#### Your objective
For this exercise, print all of the data exactly as given.

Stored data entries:
┌──
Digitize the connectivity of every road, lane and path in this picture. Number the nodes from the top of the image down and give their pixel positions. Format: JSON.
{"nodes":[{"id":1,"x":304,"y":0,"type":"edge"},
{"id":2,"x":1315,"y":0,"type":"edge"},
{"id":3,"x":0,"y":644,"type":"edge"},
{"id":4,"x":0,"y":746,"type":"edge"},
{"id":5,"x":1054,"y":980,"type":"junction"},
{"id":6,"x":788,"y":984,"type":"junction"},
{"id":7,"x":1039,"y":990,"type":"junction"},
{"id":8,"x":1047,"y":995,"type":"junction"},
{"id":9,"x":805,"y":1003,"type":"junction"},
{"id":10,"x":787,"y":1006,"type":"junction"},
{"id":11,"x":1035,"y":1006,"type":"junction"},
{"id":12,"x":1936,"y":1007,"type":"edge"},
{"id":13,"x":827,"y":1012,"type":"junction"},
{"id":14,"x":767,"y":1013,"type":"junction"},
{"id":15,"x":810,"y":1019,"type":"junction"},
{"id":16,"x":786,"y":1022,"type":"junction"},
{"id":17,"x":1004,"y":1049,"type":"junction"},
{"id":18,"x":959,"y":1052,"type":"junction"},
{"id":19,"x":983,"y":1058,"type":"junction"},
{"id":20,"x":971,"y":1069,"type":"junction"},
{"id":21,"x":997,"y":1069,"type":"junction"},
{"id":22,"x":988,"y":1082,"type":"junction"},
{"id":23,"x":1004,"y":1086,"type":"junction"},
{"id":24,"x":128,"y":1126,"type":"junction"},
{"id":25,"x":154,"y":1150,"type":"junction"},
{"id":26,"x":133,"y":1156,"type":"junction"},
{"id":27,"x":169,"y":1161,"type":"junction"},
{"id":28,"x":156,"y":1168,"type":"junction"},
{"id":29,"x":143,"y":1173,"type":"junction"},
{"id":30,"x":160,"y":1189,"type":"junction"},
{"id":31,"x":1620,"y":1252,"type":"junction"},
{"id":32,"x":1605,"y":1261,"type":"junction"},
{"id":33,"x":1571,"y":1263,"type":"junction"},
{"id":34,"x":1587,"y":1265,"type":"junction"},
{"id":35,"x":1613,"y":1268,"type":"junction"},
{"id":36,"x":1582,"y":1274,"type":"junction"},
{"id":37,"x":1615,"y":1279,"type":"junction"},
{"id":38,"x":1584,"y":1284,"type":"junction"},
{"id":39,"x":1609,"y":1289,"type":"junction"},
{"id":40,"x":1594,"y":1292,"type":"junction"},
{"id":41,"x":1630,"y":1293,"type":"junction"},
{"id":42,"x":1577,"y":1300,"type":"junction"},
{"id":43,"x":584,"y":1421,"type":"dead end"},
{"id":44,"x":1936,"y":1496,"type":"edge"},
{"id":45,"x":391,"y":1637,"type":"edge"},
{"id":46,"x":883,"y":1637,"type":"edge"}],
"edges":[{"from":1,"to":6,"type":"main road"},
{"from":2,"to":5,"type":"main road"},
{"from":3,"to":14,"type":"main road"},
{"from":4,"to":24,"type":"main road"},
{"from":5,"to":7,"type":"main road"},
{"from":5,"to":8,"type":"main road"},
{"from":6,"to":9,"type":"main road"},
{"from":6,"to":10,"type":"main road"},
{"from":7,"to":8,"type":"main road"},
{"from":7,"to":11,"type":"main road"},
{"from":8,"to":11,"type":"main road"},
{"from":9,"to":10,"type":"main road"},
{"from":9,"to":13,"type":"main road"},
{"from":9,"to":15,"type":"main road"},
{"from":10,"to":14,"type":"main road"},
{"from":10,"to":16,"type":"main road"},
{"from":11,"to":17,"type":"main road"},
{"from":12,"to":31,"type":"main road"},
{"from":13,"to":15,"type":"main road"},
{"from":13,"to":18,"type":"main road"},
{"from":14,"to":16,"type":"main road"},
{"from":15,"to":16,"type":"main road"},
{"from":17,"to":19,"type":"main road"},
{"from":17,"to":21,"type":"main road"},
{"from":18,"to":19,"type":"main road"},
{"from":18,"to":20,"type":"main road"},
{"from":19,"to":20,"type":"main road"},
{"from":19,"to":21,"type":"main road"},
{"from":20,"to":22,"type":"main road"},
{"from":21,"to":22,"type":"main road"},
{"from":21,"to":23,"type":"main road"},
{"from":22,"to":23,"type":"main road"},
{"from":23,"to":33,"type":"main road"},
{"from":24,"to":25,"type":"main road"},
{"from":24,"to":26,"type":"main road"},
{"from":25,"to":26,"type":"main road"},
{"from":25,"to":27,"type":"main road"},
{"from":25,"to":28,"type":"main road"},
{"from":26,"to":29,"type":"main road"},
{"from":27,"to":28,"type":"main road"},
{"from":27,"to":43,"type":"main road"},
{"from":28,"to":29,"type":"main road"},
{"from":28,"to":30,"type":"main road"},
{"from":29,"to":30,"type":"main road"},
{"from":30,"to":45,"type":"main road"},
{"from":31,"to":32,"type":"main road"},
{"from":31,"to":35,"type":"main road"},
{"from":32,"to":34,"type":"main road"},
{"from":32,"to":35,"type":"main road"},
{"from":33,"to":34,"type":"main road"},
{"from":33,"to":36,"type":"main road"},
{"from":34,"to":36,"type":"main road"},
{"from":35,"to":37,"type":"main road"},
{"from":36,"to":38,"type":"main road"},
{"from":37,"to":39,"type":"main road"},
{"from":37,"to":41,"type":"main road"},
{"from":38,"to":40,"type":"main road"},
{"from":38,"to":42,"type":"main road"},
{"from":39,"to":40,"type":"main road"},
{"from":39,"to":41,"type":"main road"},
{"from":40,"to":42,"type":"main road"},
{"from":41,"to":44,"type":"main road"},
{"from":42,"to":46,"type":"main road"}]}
└──
#### Response to this task
Digitize the connectivity of every road, lane and path in this picture. Number the nodes from the top of the image down and give their pixel positions. Format: JSON.
{"nodes":[{"id":1,"x":304,"y":0,"type":"edge"},
{"id":2,"x":1315,"y":0,"type":"edge"},
{"id":3,"x":0,"y":644,"type":"edge"},
{"id":4,"x":0,"y":746,"type":"edge"},
{"id":5,"x":1054,"y":980,"type":"junction"},
{"id":6,"x":788,"y":984,"type":"junction"},
{"id":7,"x":1039,"y":990,"type":"junction"},
{"id":8,"x":1047,"y":995,"type":"junction"},
{"id":9,"x":805,"y":1003,"type":"junction"},
{"id":10,"x":787,"y":1006,"type":"junction"},
{"id":11,"x":1035,"y":1006,"type":"junction"},
{"id":12,"x":1936,"y":1007,"type":"edge"},
{"id":13,"x":827,"y":1012,"type":"junction"},
{"id":14,"x":767,"y":1013,"type":"junction"},
{"id":15,"x":810,"y":1019,"type":"junction"},
{"id":16,"x":786,"y":1022,"type":"junction"},
{"id":17,"x":1004,"y":1049,"type":"junction"},
{"id":18,"x":959,"y":1052,"type":"junction"},
{"id":19,"x":983,"y":1058,"type":"junction"},
{"id":20,"x":971,"y":1069,"type":"junction"},
{"id":21,"x":997,"y":1069,"type":"junction"},
{"id":22,"x":988,"y":1082,"type":"junction"},
{"id":23,"x":1004,"y":1086,"type":"junction"},
{"id":24,"x":128,"y":1126,"type":"junction"},
{"id":25,"x":154,"y":1150,"type":"junction"},
{"id":26,"x":133,"y":1156,"type":"junction"},
{"id":27,"x":169,"y":1161,"type":"junction"},
{"id":28,"x":156,"y":1168,"type":"junction"},
{"id":29,"x":143,"y":1173,"type":"junction"},
{"id":30,"x":160,"y":1189,"type":"junction"},
{"id":31,"x":1620,"y":1252,"type":"junction"},
{"id":32,"x":1605,"y":1261,"type":"junction"},
{"id":33,"x":1571,"y":1263,"type":"junction"},
{"id":34,"x":1587,"y":1265,"type":"junction"},
{"id":35,"x":1613,"y":1268,"type":"junction"},
{"id":36,"x":1582,"y":1274,"type":"junction"},
{"id":37,"x":1615,"y":1279,"type":"junction"},
{"id":38,"x":1584,"y":1284,"type":"junction"},
{"id":39,"x":1609,"y":1289,"type":"junction"},
{"id":40,"x":1594,"y":1292,"type":"junction"},
{"id":41,"x":1630,"y":1293,"type":"junction"},
{"id":42,"x":1577,"y":1300,"type":"junction"},
{"id":43,"x":584,"y":1421,"type":"dead end"},
{"id":44,"x":1936,"y":1496,"type":"edge"},
{"id":45,"x":391,"y":1637,"type":"edge"},
{"id":46,"x":883,"y":1637,"type":"edge"}],
"edges":[{"from":1,"to":6,"type":"main road"},
{"from":2,"to":5,"type":"main road"},
{"from":3,"to":14,"type":"main road"},
{"from":4,"to":24,"type":"main road"},
{"from":5,"to":7,"type":"main road"},
{"from":5,"to":8,"type":"main road"},
{"from":6,"to":9,"type":"main road"},
{"from":6,"to":10,"type":"main road"},
{"from":7,"to":8,"type":"main road"},
{"from":7,"to":11,"type":"main road"},
{"from":8,"to":11,"type":"main road"},
{"from":9,"to":10,"type":"main road"},
{"from":9,"to":13,"type":"main road"},
{"from":9,"to":15,"type":"main road"},
{"from":10,"to":14,"type":"main road"},
{"from":10,"to":16,"type":"main road"},
{"from":11,"to":17,"type":"main road"},
{"from":12,"to":31,"type":"main road"},
{"from":13,"to":15,"type":"main road"},
{"from":13,"to":18,"type":"main road"},
{"from":14,"to":16,"type":"main road"},
{"from":15,"to":16,"type":"main road"},
{"from":17,"to":19,"type":"main road"},
{"from":17,"to":21,"type":"main road"},
{"from":18,"to":19,"type":"main road"},
{"from":18,"to":20,"type":"main road"},
{"from":19,"to":20,"type":"main road"},
{"from":19,"to":21,"type":"main road"},
{"from":20,"to":22,"type":"main road"},
{"from":21,"to":22,"type":"main road"},
{"from":21,"to":23,"type":"main road"},
{"from":22,"to":23,"type":"main road"},
{"from":23,"to":33,"type":"main road"},
{"from":24,"to":25,"type":"main road"},
{"from":24,"to":26,"type":"main road"},
{"from":25,"to":26,"type":"main road"},
{"from":25,"to":27,"type":"main road"},
{"from":25,"to":28,"type":"main road"},
{"from":26,"to":29,"type":"main road"},
{"from":27,"to":28,"type":"main road"},
{"from":27,"to":43,"type":"main road"},
{"from":28,"to":29,"type":"main road"},
{"from":28,"to":30,"type":"main road"},
{"from":29,"to":30,"type":"main road"},
{"from":30,"to":45,"type":"main road"},
{"from":31,"to":32,"type":"main road"},
{"from":31,"to":35,"type":"main road"},
{"from":32,"to":34,"type":"main road"},
{"from":32,"to":35,"type":"main road"},
{"from":33,"to":34,"type":"main road"},
{"from":33,"to":36,"type":"main road"},
{"from":34,"to":36,"type":"main road"},
{"from":35,"to":37,"type":"main road"},
{"from":36,"to":38,"type":"main road"},
{"from":37,"to":39,"type":"main road"},
{"from":37,"to":41,"type":"main road"},
{"from":38,"to":40,"type":"main road"},
{"from":38,"to":42,"type":"main road"},
{"from":39,"to":40,"type":"main road"},
{"from":39,"to":41,"type":"main road"},
{"from":40,"to":42,"type":"main road"},
{"from":41,"to":44,"type":"main road"},
{"from":42,"to":46,"type":"main road"}]}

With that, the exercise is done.